Quando rapazinho, de escola, foi companheiro e amigo de meu avô paterno, e foi em memória dele que me deu o seu precioso afecto, quando pelo apelido Travelho, me identificou, por
altura DO EXAME DA QUARTA CLASSE QUE FIZ COM A SUA NETA MAIS VELHA.

Passei assim, muito da minha infância e adolescência na sua residência de Beja, na rua antiga e estreita que tem o seu nome e que antes se chamava – julgo lembrar – das Ferrarias.

Nessa bela casa havia uma sala enorme – a sala grande – como a designavam as empregadas – na qual sobre uma mesa de madeira negra, trabalhada em talha rendilhada em lugar de destaque, parecendo entronizado, estava um belo e raro volume de “Os Lusíadas”, junto do qual se mantinha uma jarra de cristal, como um enorme copo, sempre com flores frescas colhidas nos canteiros do seu jardim.

Para as crianças que nós éramos então, aquele culto, era motivo de reverente e, também, deslumbrada admiração.

Na sala – sempre à média luz, a claridade vinha das frestas das janelas, coava-se pelas cortinas de
renda fina e fazia reflexo no brilho do mobiliário e no veludo pesado dos reposteiros que encobriam as altas portas – aquela mesa votada ao culto de “Os Lusíadas” dava-lhe um quê de santuário e falava de heroicidade e Pátria – como a lâmpada a arder na capela do soldado desconhecido.

Com a sala, pegava o escritório do Avô. Mobilado ao gosto da época. Móveis pretos, de pau santo, com tremidos e torcidos, contador de gavetinhas, cadeiras de couro com alto espaldar, tecidos de “gobelin” e o infalível cofre de ferro, pesado e imponente, com a porta decorada com iniciais de belos e rebuscados arabescos identificando a marca inglesa de origem. Fechadura de segredo e puxador de reluzente metal amarelo, redondo como um pequeno volante… Porém, este gabinete, além do figurino da praxe, tinha a particularidade de ter em volta, nas paredes, em grossas molduras todas iguais, encaixilhados, os retratos dos presidentes da 1ª República, seus companheiros, que foram, de luta, sonhos e ilusões. Lá estavam:

A Avô dizia: o Bernardino – o Teófilo – referindo assim com intimidade, aqueles “senhores” ilustres, de rosto sério, olhar penetrante e arguto, alguns com finas lunetas, barbas de fino recorte, bigodes farfalhudos. Gente de colarinhos engomados, peito encoberto por “plastrons” de lavrados, casacos de austero corte, que – a um tempo – nos seduziam e intimidavam, como se em lugar de retratos fossem misteriosos sarcófagos.
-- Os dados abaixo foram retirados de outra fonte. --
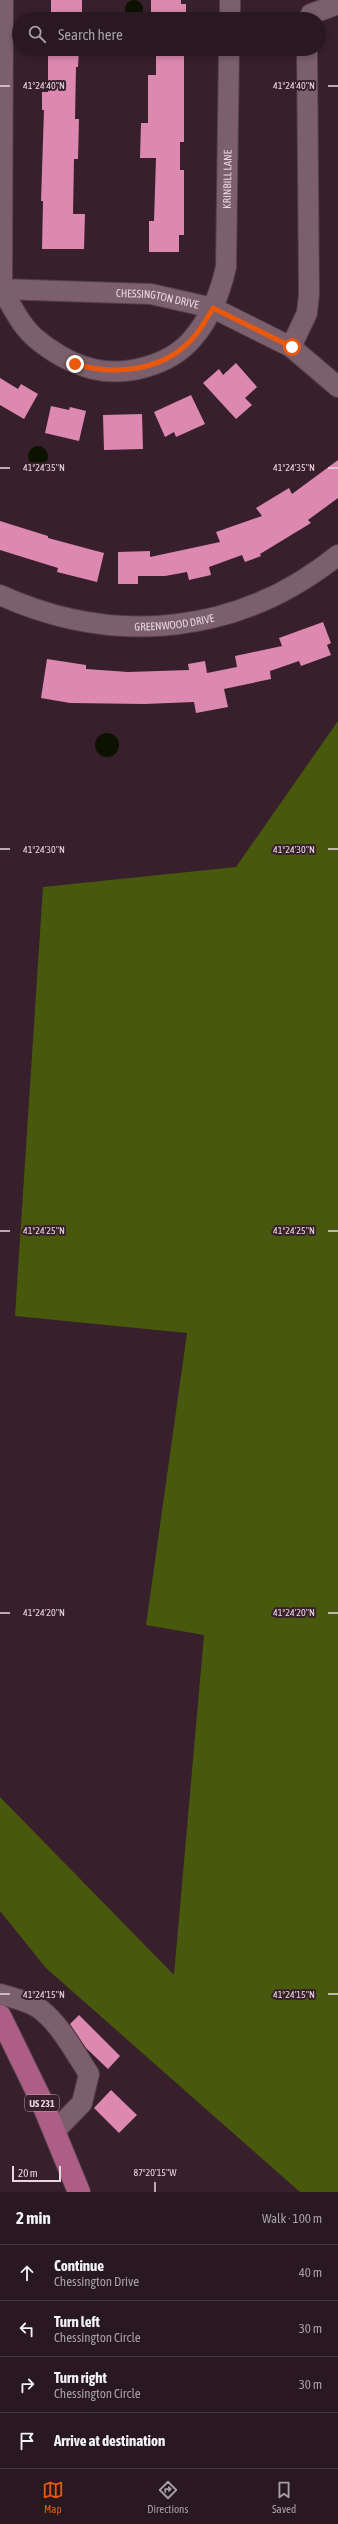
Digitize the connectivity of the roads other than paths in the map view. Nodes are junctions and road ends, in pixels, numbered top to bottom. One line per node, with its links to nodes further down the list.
1 (3, 0): 8 (street)
2 (230, 0): 4 (street)
3 (338, 4): 5 (street)
4 (230, 12)
5 (316, 12)
6 (229, 56): 9 (street, KRINBILL LANE)
7 (307, 56): 10 (street)
8 (1, 289): 9 (street, CHESSINGTON DRIVE); 9 (street, KRINBILL LANE)
9 (213, 308): 10 (street, CHESSINGTON DRIVE)
10 (292, 347): 11 (street, CHESSINGTON DRIVE)
11 (338, 387)
12 (338, 556): 13 (street, GREENWOOD DRIVE)
13 (0, 596)
14 (0, 1994): 16 (street)
15 (0, 2016): 16 (main road, US 231)
16 (54, 2132): 17 (main road, US 231)
17 (79, 2192)

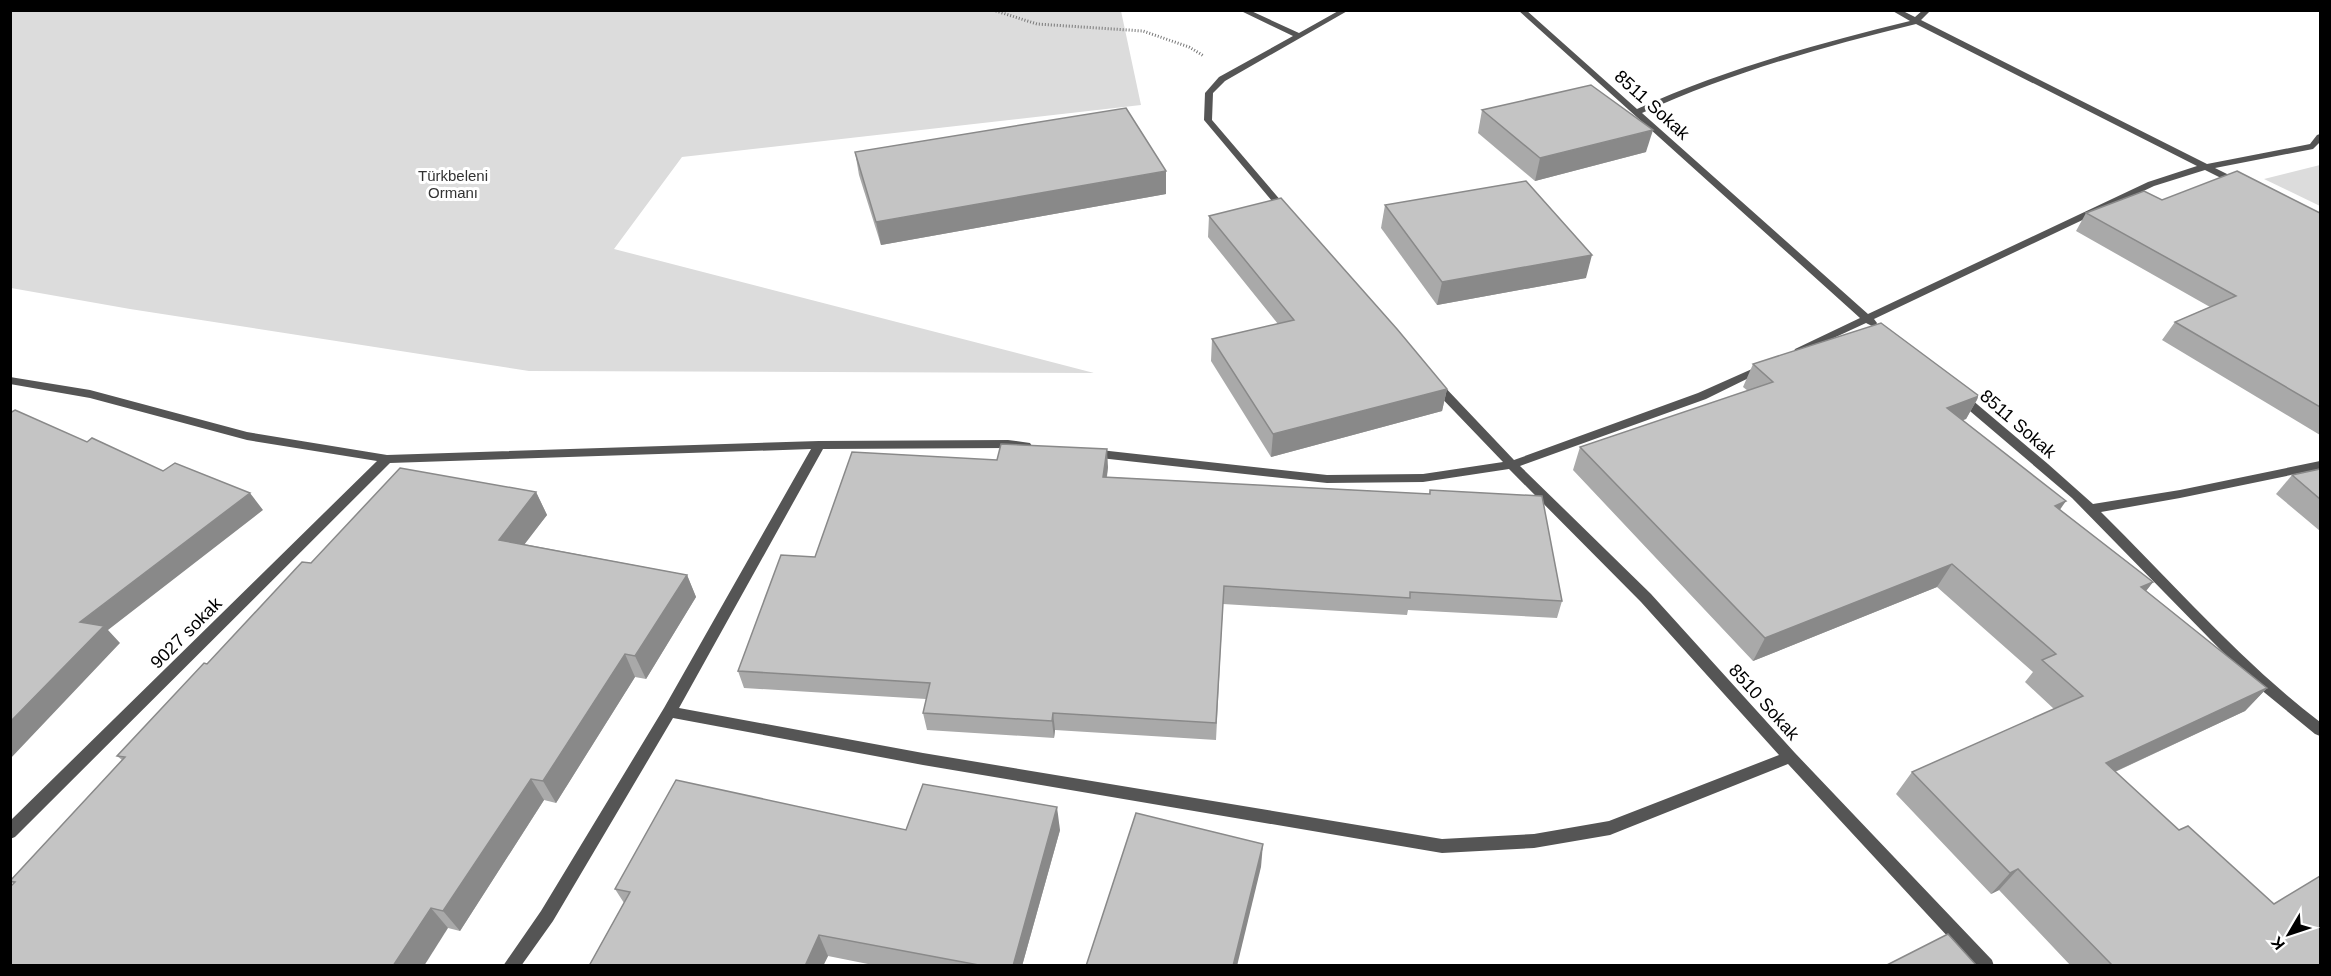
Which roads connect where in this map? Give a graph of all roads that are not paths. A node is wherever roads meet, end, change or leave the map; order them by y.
1 (1242, 10) edge
2 (1346, 10) edge
3 (1521, 10) edge
4 (1894, 10) edge
5 (1928, 10) edge
6 (1914, 22) junction
7 (1299, 36) junction
8 (1636, 113) junction
9 (2320, 137) edge
10 (2317, 146) edge
11 (2205, 168) junction
12 (2245, 187) edge
13 (1290, 217) edge
14 (1868, 320) junction
15 (1885, 334) edge
16 (1430, 379) edge
17 (10, 380) edge
18 (1953, 390) edge
19 (819, 445) junction
20 (1043, 448) edge
21 (1079, 452) edge
22 (387, 459) junction
23 (1512, 465) junction
24 (2320, 465) edge
25 (2091, 509) junction
26 (669, 712) junction
27 (2320, 730) edge
28 (1790, 758) junction
29 (11, 831) edge
30 (511, 966) edge
31 (1986, 966) edge

1 - 7 street
2 - 7 street
3 - 8 street, 8511 Sokak
4 - 6 street
5 - 6 street
6 - 8 street
6 - 11 street
7 - 13 street
8 - 14 street, 8511 Sokak
9 - 10 street
10 - 11 street
11 - 12 street
11 - 14 street
14 - 15 street, 8511 Sokak
14 - 23 street
16 - 23 street, 8510 Sokak
17 - 22 street
18 - 25 street, 8511 Sokak
19 - 20 street
19 - 22 street
19 - 26 street
21 - 23 street
22 - 29 street, 9027 sokak
23 - 28 street, 8510 Sokak
24 - 25 street
25 - 27 street, 8511 Sokak
26 - 28 street
26 - 30 street
28 - 31 street, 8510 Sokak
Era com orgulho que repetíamos a frase que o Avô se libertara da política e voltara à vida de
família, aos seus doentes, aos seus amigos.

Contava-se que dera um murro na secretária, lá no ministério, dizendo: “Esta não é a República para
que eu trabalhei…” e, comovia-nos pensar que ele o dissera e chorara, como um enamorado romântico que visse expirar nos braços a sua amada.

Percebe-se assim que aquele doce Avô, que, porque eu vivia no campo, me chamava a brincar ao som do sinal do horário: Maria José, filha! – olha o cuco! – pudesse também ser entendido por nós como “um português de antanho”“um Portugal velho” – como a ele se referiam – usando expressões arcaicas, como que tiradas de romances de cavalaria – os seus amigos e admiradores.

Mas, é evidente também, que tudo isso tem que ver com culto da dignidade e orgulho de ser português – sentimentos que nos aproximam de Camões e nos fazem perceber que, somos nós, os
Lusíadas, descendentes em linha recta – dos velhos Lusíadas que o seu génio imortalizou.